#### BRIEF
Below are records; work out how many of their lines contain "Tracy" and give only that number.

[Data entries]
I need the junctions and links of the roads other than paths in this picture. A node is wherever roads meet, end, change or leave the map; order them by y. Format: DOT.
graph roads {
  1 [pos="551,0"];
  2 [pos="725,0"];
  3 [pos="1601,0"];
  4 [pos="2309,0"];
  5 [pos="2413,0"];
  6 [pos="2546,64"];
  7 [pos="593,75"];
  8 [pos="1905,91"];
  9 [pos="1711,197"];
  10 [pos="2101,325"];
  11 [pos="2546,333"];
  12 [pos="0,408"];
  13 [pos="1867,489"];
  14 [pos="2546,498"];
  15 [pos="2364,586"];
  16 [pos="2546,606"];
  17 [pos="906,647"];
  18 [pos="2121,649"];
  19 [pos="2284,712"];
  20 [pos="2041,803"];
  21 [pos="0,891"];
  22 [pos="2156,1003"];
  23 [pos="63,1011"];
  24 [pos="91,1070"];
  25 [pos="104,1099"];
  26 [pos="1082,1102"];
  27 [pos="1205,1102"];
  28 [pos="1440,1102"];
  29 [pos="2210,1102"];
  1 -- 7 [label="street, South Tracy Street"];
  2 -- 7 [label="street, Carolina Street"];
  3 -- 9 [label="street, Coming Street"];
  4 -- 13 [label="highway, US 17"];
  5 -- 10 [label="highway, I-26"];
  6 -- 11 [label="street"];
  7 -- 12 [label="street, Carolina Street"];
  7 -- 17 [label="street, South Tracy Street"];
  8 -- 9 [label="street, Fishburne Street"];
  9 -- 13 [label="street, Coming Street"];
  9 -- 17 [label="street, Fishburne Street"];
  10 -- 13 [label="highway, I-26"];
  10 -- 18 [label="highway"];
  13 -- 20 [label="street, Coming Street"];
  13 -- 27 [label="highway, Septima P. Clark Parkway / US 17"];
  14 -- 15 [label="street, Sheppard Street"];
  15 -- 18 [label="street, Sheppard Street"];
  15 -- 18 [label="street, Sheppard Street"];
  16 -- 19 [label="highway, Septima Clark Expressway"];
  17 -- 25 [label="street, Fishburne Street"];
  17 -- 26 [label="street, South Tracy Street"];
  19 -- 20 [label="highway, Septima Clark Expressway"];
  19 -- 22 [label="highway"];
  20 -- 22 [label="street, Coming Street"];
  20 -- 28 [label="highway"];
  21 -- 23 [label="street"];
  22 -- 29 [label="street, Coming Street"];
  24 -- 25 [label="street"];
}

#### ANSWER TO THIS EXERCISE
3